Dick Morris Doesn’t Get It
On so many levels, FOX News pundit and political turncoat Dick Morris does not understand the dynamics of the Democratic presidential primary. Maybe he’s blinded by his fierce obsession with Sen. Hillary Clinton, or maybe he’s just spent too much time with Republicans. Whatever the reason, his analysis of the Democratic campaigns consistently leaves actual political observers scratching their heads and wondering if he’s watching the same race.
Take his latest column, “Blacks may doom Barack.” According to Morris, “Obama needs to carry the African-American vote overwhelmingly” if he’s going to win the primary, while other Democrats must maintain only minimal black support in order to “blunt the edge of Obama’s challenge.”
What Morris is actually saying here is that white people won’t vote for Sen. Obama in nearly the numbers they’ll vote for Sen. Clinton or John Edwards. This is an implicit assumption that some Americans may hold, but for a political columnist to espouse it in light of all the evidence to the contrary is just ignorant. After all, if Sen. Obama is running a strong second to Sen. Clinton already, and if he lacks black support as Morris claims, then what explains his current success?
The answer, of course, is a broad base of support among voters of all races. Sen. Obama is enormously popular among white Democrats, capturing just less of their support than Sen. Clinton does at this point, and substantially more than John Edwards. And as we noted here yesterday, polling shows Sen. Obama’s African American support has actually now eclipsed that of his fellow Democrats.
Yet Morris seems incapable of grasping this notion of appealing to more than one race at a time. He makes his failure of understanding even more clear with this telling line:
In moving to assuage the fears of whites, Obama may be distancing himself from his base.
His base? Since when is Sen. Obama running to be the president of the African American Party? Sen. Obama’s base is Democrats, and they are turning out in record numbers (and in various colors) to show their enthusiasm and support.
Leaving aside Morris’s unfounded claim that Sen. Obama is trying to “assuage the fears of whites,” it’s the second half of the sentence that shows how deeply he misunderstands this campaign. I expect that if Dick Morris were to actually talk to a black Democrat — though he may have to look beyond the set of FOX News to find one — he’d see that, just like white voters, they make their decisions based on issues, policy, and character.
Morris uses the rest of his column to encourage Sen. Obama to take the VP spot on a Clinton/Obama ticket. His argument: this would give Sen. Obama “extra experience,” while also giving “America four or eight years to get used to a black vice president,” something he apparently believes we need.

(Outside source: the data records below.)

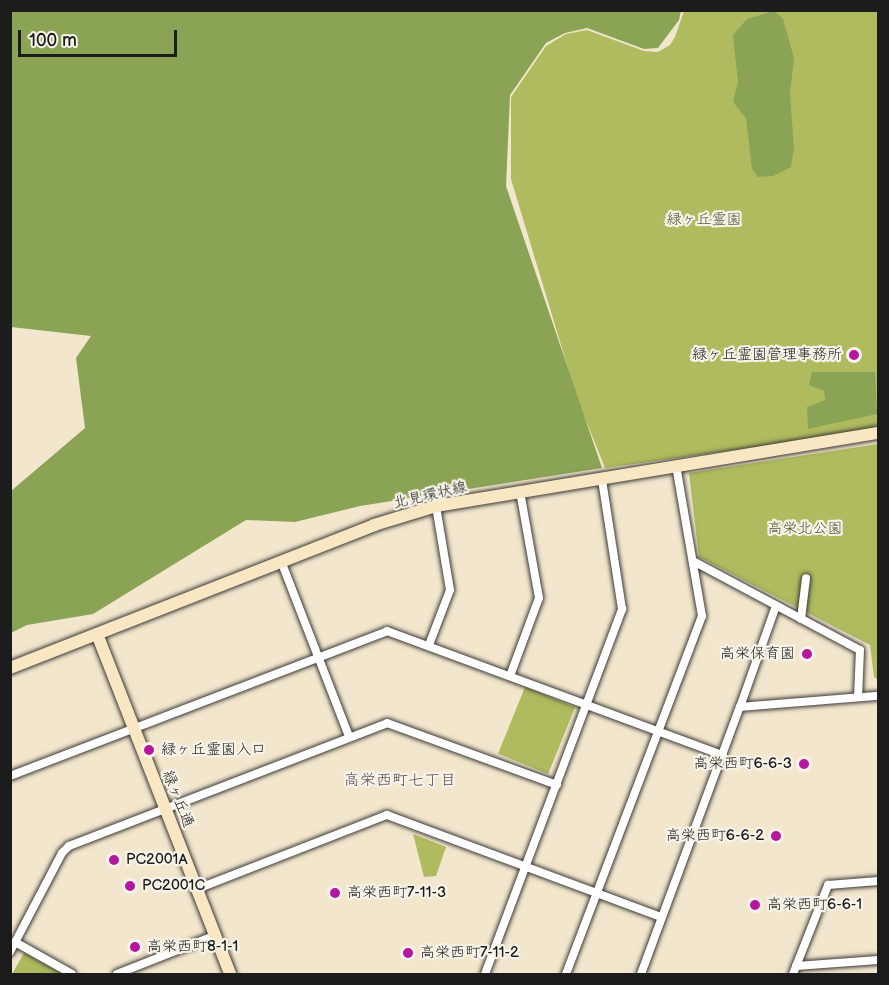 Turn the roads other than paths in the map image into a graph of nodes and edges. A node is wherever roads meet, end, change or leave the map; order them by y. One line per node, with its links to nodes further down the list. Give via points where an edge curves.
1 (879, 433): 2 (main road, 北見環状線)
2 (676, 465): 3 (main road, 北見環状線); 7 (street)
3 (602, 480): 4 (main road, 北見環状線); 18 (street, via 622,609)
4 (520, 491): 5 (main road, 北見環状線); 15 (street, via 539,598)
5 (436, 506): 6 (main road, 北見環状線); 12 (street, via 450,590)
6 (281, 561): 11 (main road, 北見環状線); 13 (street)
7 (693, 561): 9 (street); 21 (street, via 702,616)
8 (806, 578): 10 (street)
9 (776, 606): 10 (street); 19 (street)
10 (801, 619): 17 (street, via 860,650)
11 (97, 634): 14 (main road, 北見環状線); 20 (main road, 緑ヶ丘通)
12 (429, 645): 13 (street, via 387,631); 15 (street)
13 (318, 656): 20 (street); 22 (street)
14 (10, 668)
15 (510, 676): 18 (street)
16 (879, 696): 17 (street)
17 (858, 697): 19 (street)
18 (587, 705): 21 (street); 25 (street)
19 (740, 707): 23 (street)
20 (133, 728): 24 (street); 26 (main road, 緑ヶ丘通)
21 (659, 732): 23 (street); 30 (street)
22 (349, 736): 25 (street, via 387,723); 26 (street)
23 (723, 755): 31 (street)
24 (10, 776)
25 (557, 785): 27 (street)
26 (166, 809): 29 (main road, 緑ヶ丘通); 34 (street, via 69,846)
27 (527, 867): 29 (street, via 387,815); 30 (street); 41 (street)
28 (879, 880): 37 (street, via 828,885)
29 (197, 889): 33 (main road, 緑ヶ丘通)
30 (597, 894): 31 (street); 42 (street)
31 (662, 917): 43 (street)
32 (10, 930): 34 (street)
33 (216, 935): 39 (street); 40 (main road, 緑ヶ丘通)
34 (18, 939): 35 (street); 38 (street)
35 (10, 952)
36 (879, 960): 37 (street)
37 (795, 970)
38 (72, 975)
39 (117, 975)
40 (230, 975)
41 (485, 975)
42 (566, 975)
43 (641, 975) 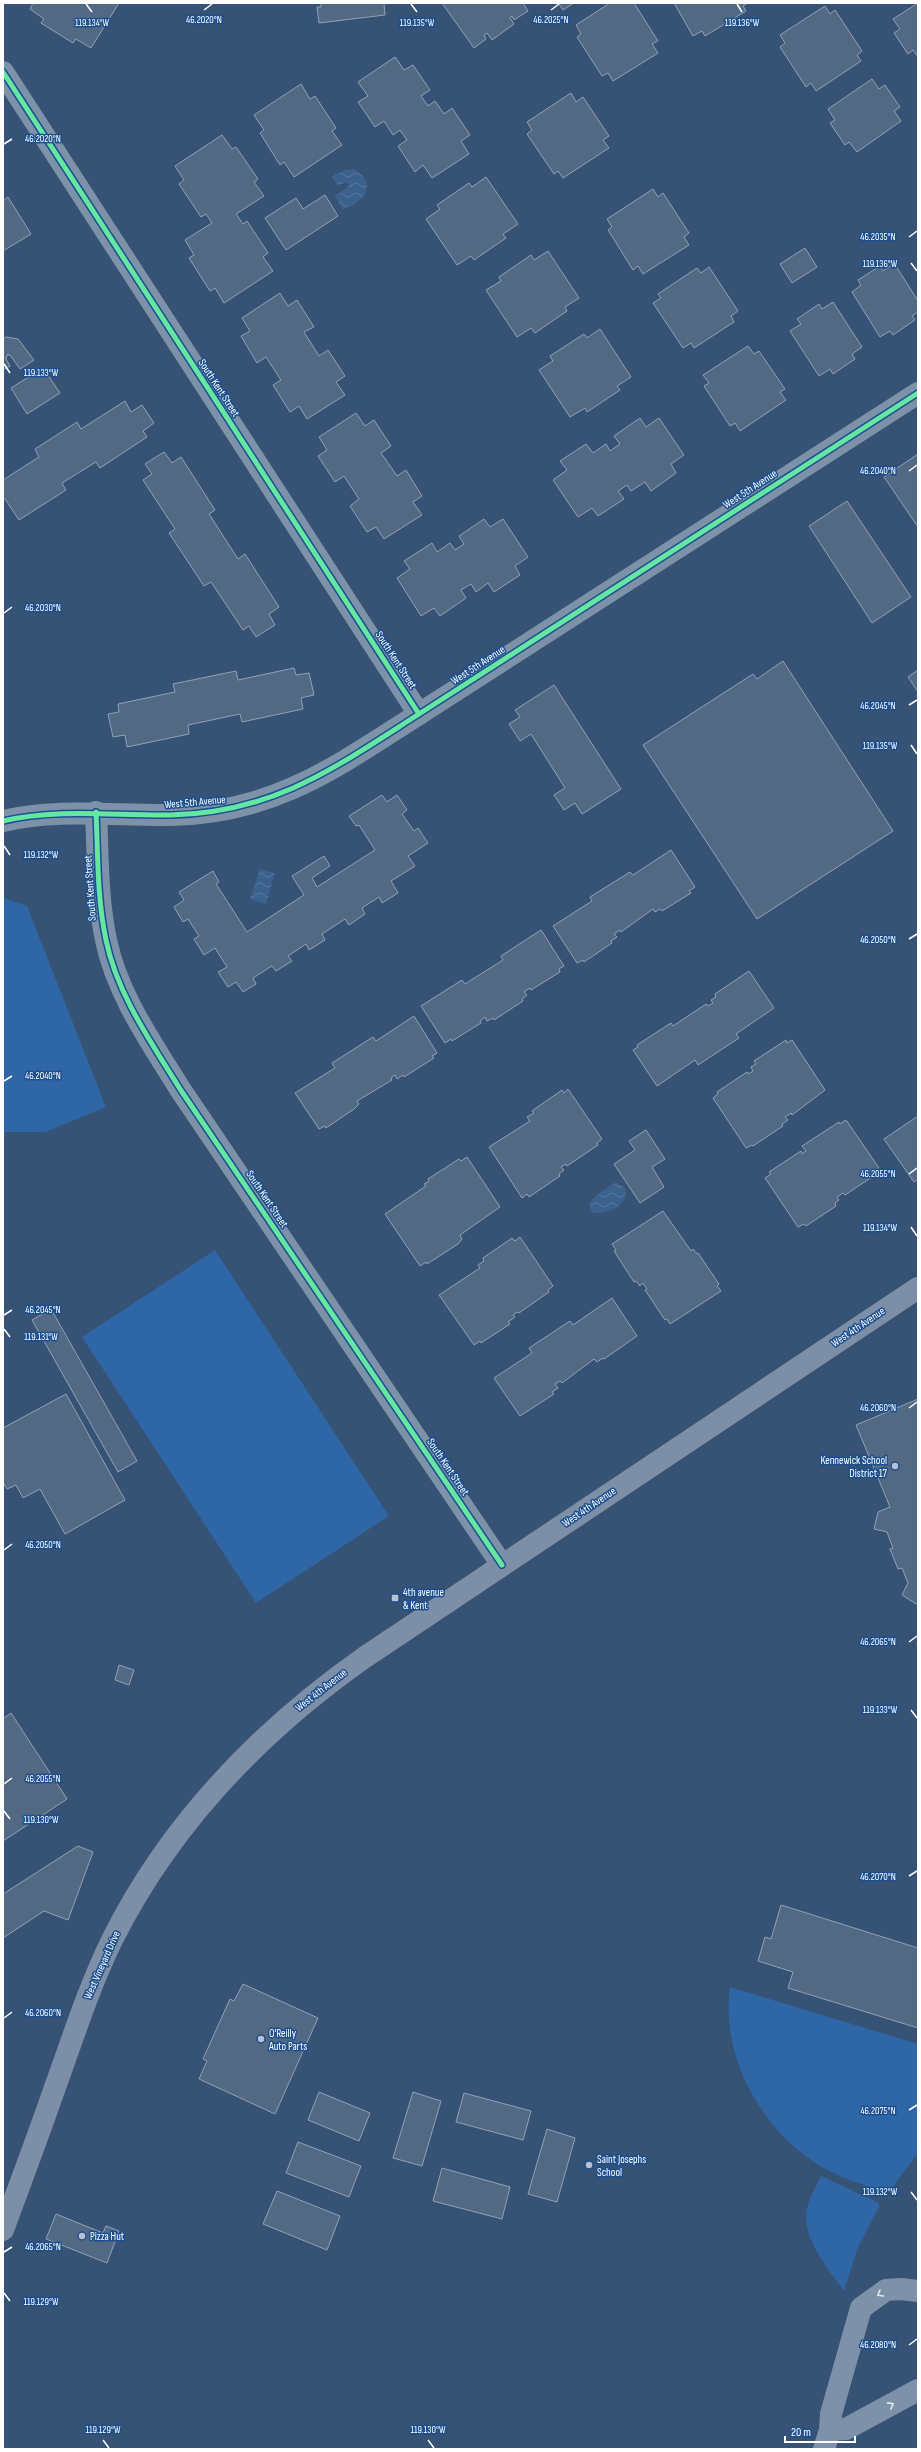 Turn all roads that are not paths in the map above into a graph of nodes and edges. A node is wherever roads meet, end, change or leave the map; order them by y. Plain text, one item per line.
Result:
1 (3, 72) edge
2 (918, 392) edge
3 (419, 714) junction
4 (96, 812) junction
5 (3, 821) edge
6 (918, 1288) edge
7 (502, 1565) junction
8 (266, 1736) joint
9 (3, 2230) edge
10 (918, 2291) edge
11 (918, 2390) edge
12 (827, 2439) edge

1 - 3 street, South Kent Street
2 - 3 street, West 5th Avenue
3 - 4 street, West 5th Avenue
4 - 5 street, West 5th Avenue
4 - 7 street, South Kent Street
6 - 7 main road, West 4th Avenue
7 - 8 main road, West 4th Avenue
8 - 9 main road, West Vineyard Drive
10 -> 12 street
12 -> 11 street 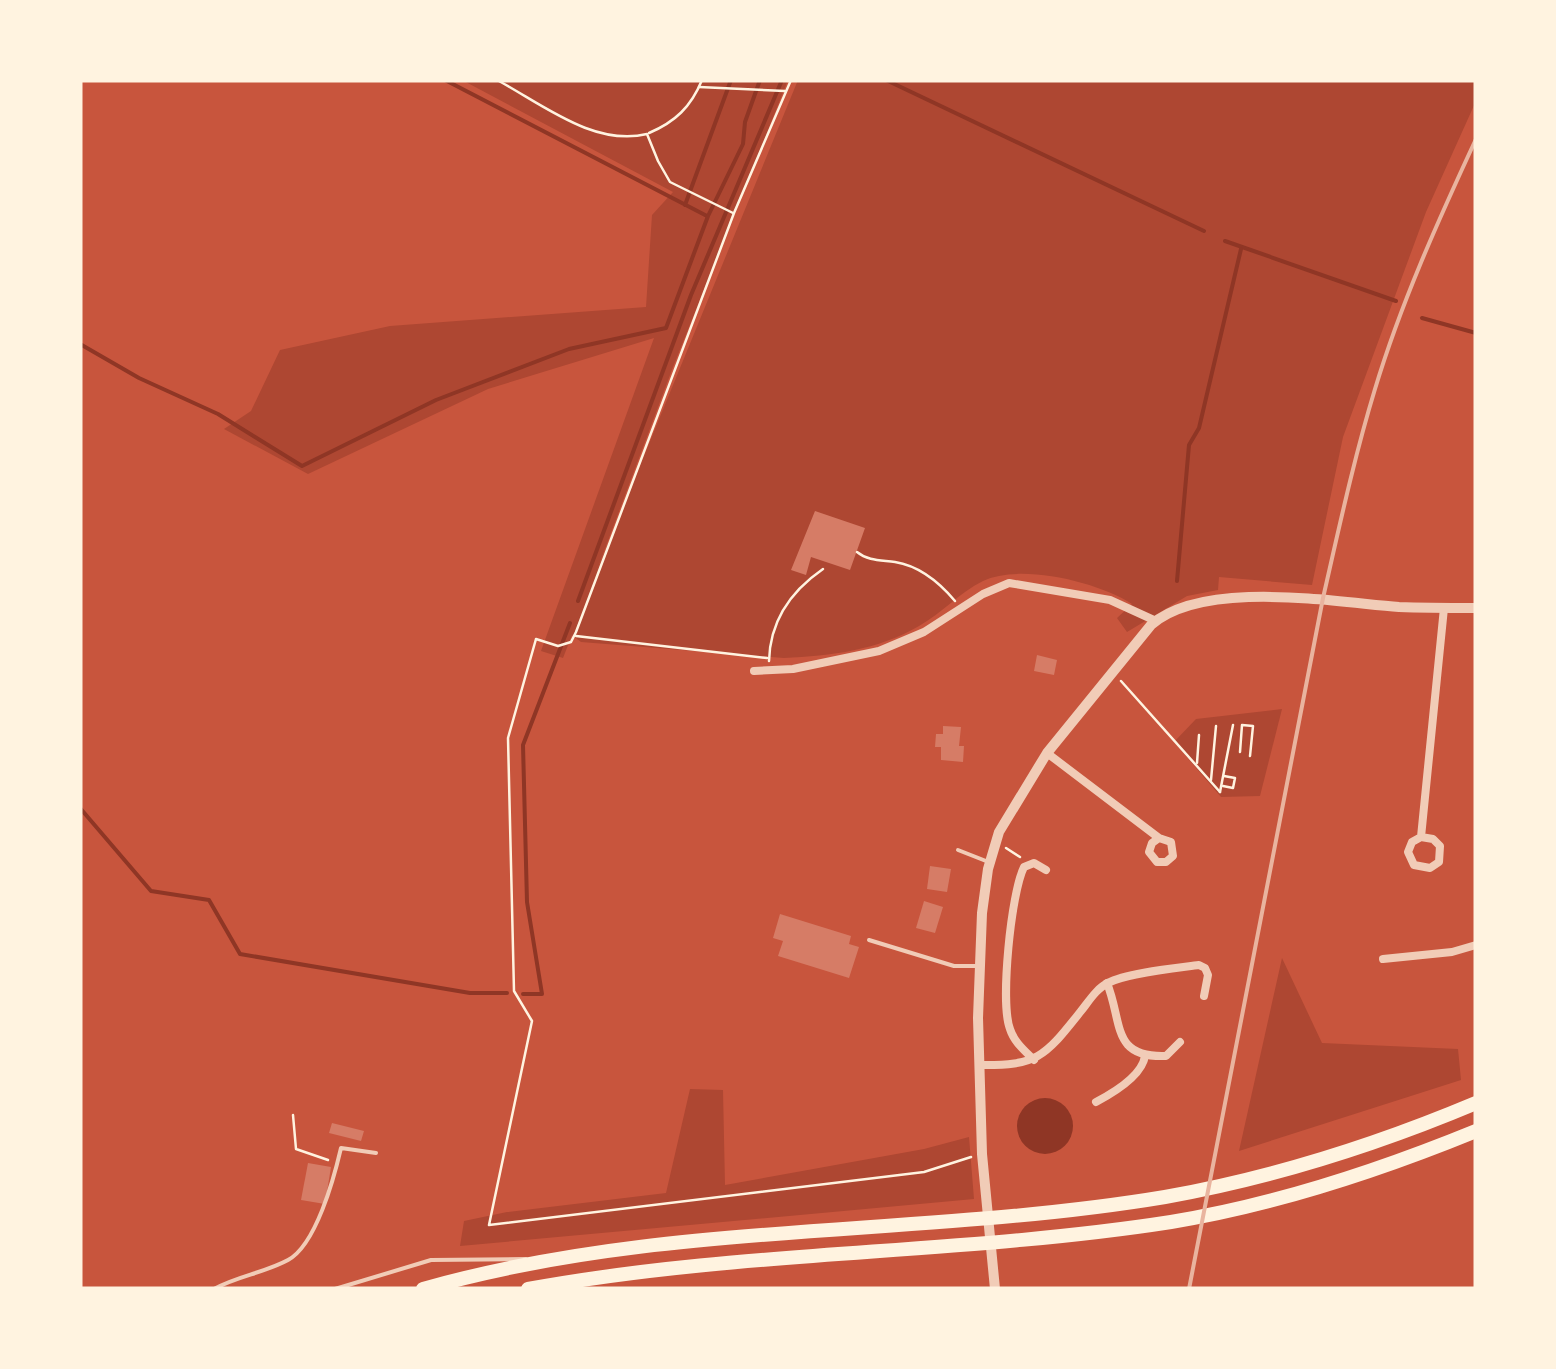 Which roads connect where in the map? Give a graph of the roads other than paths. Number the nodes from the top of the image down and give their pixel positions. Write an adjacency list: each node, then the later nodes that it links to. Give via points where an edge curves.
1 (1444, 608): 2 (street); 3 (street, via 1240,598 1194,605); 6 (street)
2 (1476, 608)
3 (1156, 621): 4 (street, via 1110,600 1008,583 879,651); 5 (street)
4 (754, 671)
5 (1047, 753): 7 (street); 9 (street)
6 (1421, 837): 6 (street, via 1412,842 1409,858 1416,867 1430,868 1441,856 1440,846)
7 (1159, 838)
8 (958, 850): 9 (lane)
9 (990, 862): 14 (street)
10 (1046, 870): 19 (street, via 1024,867 1012,907 1009,1028)
11 (869, 940): 14 (lane, via 954,966)
12 (1476, 944): 13 (street)
13 (1383, 959)
14 (980, 966): 20 (street)
15 (1107, 983): 16 (street, via 1199,966 1208,975); 18 (street, via 1123,1041); 19 (street)
16 (1204, 996)
17 (1180, 1042): 18 (street, via 1166,1056)
18 (1145, 1056): 21 (street, via 1144,1064)
19 (1034, 1060): 20 (street)
20 (979, 1065): 30 (street)
21 (1096, 1102)
22 (1476, 1104): 25 (highway, via 1332,1157 1165,1197)
23 (1476, 1131): 29 (highway, via 1248,1206 1172,1222 713,1264)
24 (376, 1153): 26 (lane, via 341,1148 326,1206 304,1244 291,1258)
25 (558, 1259): 27 (lane, via 431,1260); 28 (highway)
26 (214, 1289)
27 (336, 1289)
28 (423, 1289)
29 (528, 1289)
30 (995, 1289)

What really comes through in this column is Morris’s blind conviction that Sen. Clinton will win the Democratic primary no matter what, that it is an inevitability with which we must all come to terms. This is a conviction he has held for years. It may well be the result of his obsession with her — or, perhaps more likely, a simple act of self-preservation. After all, the moment it becomes clear that Sen. Clinton is not the nominee, Morris’s spiteful sensationalist commentary will instantly become irrelevant.
Which, come to think of it, is just one more reason to vote for Obama.


February 27th, 2007 at 10:12 pm EST
Say what you want about the guy, but he displayed a lot of foresight in that 2002 article:
“We’re now in a period of great energy with the war on terror. But I think that’s going to last only through 2004 and 2005. Then the next three years you’re going to see not much happening at the federal level.” He sees a second Bush term as one likely to be devoid of any substantial domestic agenda.
Then again predicting that a Bush term would be devoid of any substantial domestic agenda is like predicting that the sun will come up tomorrow.